Difference between explicit specialization and regular functions when overloading a template function

Question

I'm on a roll today. Here goes n00b question number 7:

What's the difference between explicit specialization and just regular functions when you try to overload a template function?

What's the appropriate situation to use the explicit specialization? I don't quite understand it:

#include <iostream>

template <typename s> void test(s var1);
template <> void test<int>(int var1);

int main(){
    test(1);
    test(1.1);
    test("hello!!");
    return 0;
}

template <typename s> void test(s var1){
    std::cout << var1 << std::endl;
}

template <> void test<int>(int var1){
    std::cout << "int " << var1 << std::endl;
}

As oppose to:

#include <iostream>

template <typename s> void test(s var1);
void test(int var1);

int main(){
    test(1);
    test(1.1);
    test("hello!!");
    return 0;
}

template <typename s> void test(s var1){
    std::cout << var1 << std::endl;
}

void test(int var1){
    std::cout << "int " << var1 << std::endl;
}

Answer 1

When the compiler comes across a function call, it first looks for a non-template function definiton, then an explicitly specialized template and finally, a template definition whose signature matches with the function call. So, for example, if you have an explicitly defined template and a template, then the complier goes for the explicitly defined template. Therefore, you should use an explicity specialzed template when you want to handle a particular datatype in a different manner from the way the template would have handled it.

Another use for explicit specialization is when you want to "overload" a function that does not take any arguments. You can use explicit specialization to give different definitions to the function to handle different datatypes.

Answer 2

A major difference is: Explicit specializations don't participate in overloading at all.

template<typename T> void f(T const&);
template<> void f<char const*>(char const * const&);

Calling with f("hello") will not consider any explicit specializations. It will only take all templates, and deduce their template arguments. The above T will be deduced to char[6], and so the specialization won't be selected.

If you overload the function template instead, you have completely different characteristics.

template<typename T> void f(T const&);
void f(char const * const&);

Calling this, it will select the second function, because both the (char const(&)[6]) parameter of the generated specialization and the (char const * const&) parameter match the argument equally well, but the second function is a non-template function, hence it is preferred eventually.

Answer 3

I'm not an expert, but my experience is to use templates (and specialization) when I want to define different return types. You can't overload the return type of a function.

Answer 4

IMHO, explicit specialization for function template should be used when, you are going to call that function using explicit template argument. e.g.
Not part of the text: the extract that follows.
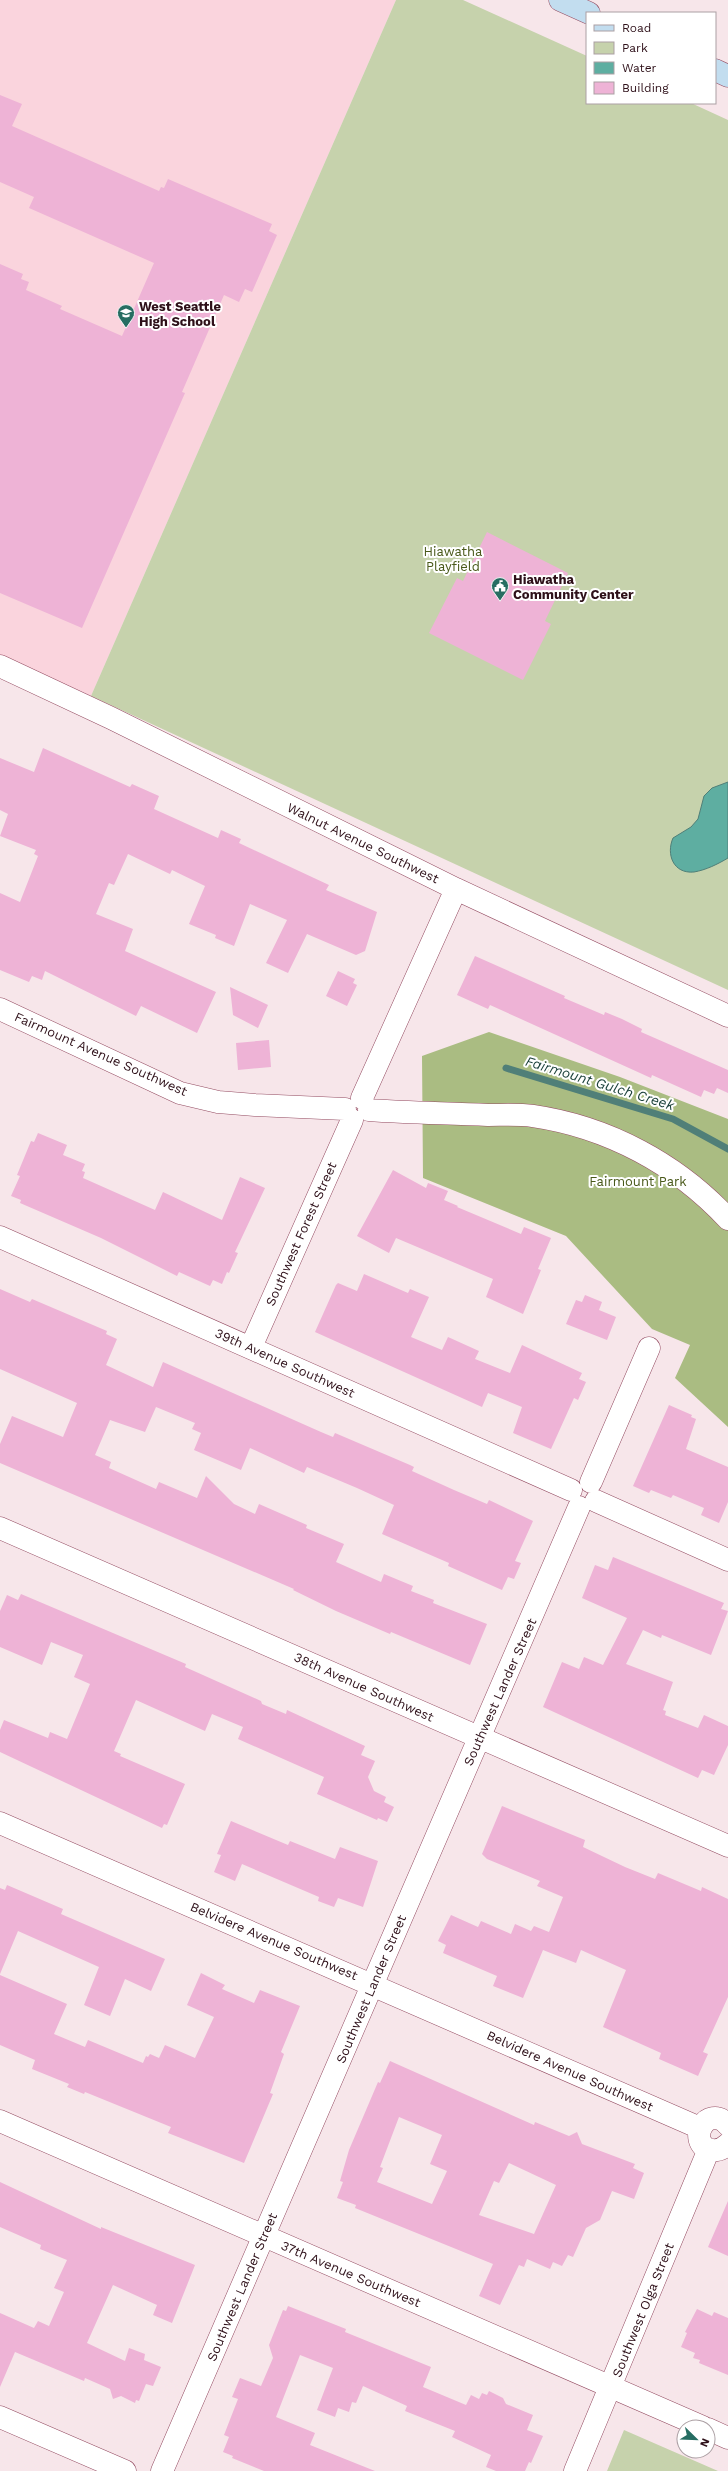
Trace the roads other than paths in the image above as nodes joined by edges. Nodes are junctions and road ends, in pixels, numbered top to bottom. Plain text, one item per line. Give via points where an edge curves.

test<int>(myClass); // no argument for 'int' -> declare test() as template specialization

In other cases, you should always use normal specialization. e.g.

test(10, myClass); // argument 10 is 'int' -> test() should be normal specialized

Technically there is no difference between normal and explicit template specialization of a function. The normal specialized versions are completely independent of template functions.

Answer 5

There really isn't a difference between an explicitly specialized template function and a non-template regular function other than the fact that when the compiler looks for a matching signature type for the function call, it will first pick a non-template function that matches the required signature before trying to instantiating any available template functions that may fulfill the required signature match.

If you are going to declare and define a function inside a header file that is not a template-function though, you will have to declare the function as inline. That is because a template function is not an actual function that is linked with a code module until it is actually instantiated. The linker then throws away that instantiation after compiling the code module. If the linker did not do this, then every time a .cpp file included the header file, the linker would complain about duplicate definitions for a function. Using the inline keyword on a non-template function has a similar effect at the compiler level, in that any time the function is used in a .cpp file, the compiler replaces that function call with the body of the function code from the inline function in the header file, and avoids the overhead of a function call with an associated stack active record setup and clean-up. Therefore the linker won't complain about duplicate definitions for a function.